A statite (a portmanteau of the words static and satellite) is a hypothetical type of artificial satellite that employs a solar sail to continuously modify its orbit in ways that gravity alone would not allow. Typically, a statite would use the solar sail to "hover" in a location that would not otherwise be available as a stable geosynchronous orbit. Statites have been proposed that would remain in fixed locations high over Earth's poles, using reflected sunlight to counteract the gravity pulling them down.
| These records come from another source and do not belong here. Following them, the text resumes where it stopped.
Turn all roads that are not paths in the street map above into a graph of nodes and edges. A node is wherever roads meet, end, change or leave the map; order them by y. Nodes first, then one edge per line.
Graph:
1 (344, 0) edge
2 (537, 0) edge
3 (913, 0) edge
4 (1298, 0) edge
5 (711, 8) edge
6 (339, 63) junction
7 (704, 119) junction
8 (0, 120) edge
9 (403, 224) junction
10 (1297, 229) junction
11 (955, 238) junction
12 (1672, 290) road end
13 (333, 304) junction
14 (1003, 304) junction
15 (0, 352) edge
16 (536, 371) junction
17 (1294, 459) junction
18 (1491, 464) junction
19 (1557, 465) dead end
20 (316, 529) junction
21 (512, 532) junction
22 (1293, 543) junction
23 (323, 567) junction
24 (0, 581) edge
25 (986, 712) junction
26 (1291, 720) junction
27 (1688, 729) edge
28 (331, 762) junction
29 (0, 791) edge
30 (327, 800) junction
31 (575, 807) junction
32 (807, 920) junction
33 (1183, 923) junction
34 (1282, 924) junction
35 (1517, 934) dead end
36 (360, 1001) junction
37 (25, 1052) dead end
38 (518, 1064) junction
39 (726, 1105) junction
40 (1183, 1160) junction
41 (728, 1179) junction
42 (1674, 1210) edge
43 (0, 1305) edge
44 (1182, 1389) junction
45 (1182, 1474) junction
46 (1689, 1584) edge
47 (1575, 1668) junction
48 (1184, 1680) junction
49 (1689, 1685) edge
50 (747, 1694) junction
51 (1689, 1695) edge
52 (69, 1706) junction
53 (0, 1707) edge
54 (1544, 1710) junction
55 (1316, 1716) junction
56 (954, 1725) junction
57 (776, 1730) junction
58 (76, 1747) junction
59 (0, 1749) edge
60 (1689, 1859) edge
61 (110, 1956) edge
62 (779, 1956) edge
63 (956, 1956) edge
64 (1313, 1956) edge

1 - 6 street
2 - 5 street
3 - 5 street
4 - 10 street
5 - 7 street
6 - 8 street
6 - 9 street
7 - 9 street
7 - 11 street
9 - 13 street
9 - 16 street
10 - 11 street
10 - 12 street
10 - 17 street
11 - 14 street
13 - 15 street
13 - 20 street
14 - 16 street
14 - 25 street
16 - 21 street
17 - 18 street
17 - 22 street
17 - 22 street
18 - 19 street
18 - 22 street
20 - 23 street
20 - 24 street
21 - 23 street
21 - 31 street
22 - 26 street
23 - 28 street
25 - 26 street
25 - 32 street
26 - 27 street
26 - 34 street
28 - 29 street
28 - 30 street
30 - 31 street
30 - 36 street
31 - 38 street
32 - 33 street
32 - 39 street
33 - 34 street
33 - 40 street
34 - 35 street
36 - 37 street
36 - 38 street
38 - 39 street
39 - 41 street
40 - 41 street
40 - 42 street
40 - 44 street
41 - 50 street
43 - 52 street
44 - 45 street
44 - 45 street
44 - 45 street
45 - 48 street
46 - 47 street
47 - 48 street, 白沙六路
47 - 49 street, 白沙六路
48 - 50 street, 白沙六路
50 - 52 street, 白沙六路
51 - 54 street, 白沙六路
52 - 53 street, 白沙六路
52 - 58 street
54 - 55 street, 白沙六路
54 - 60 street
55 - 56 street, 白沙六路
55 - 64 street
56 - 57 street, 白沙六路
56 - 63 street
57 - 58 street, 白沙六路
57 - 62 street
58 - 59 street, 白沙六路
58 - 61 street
Statites might also employ their sails to change the shape or velocity of more conventional orbits, depending upon the purpose of the particular statite.

The concept of the statite was invented independently and at about the same time by Robert L. Forward (who coined the term "statite") and Colin McInnes, who used the term "halo orbit" (not to be confused with the type of halo orbit discovered by Robert Farquhar). Subsequently, the terms "non-Keplerian orbit" and "artificial Lagrange point" have been used as a generalization of the above terms.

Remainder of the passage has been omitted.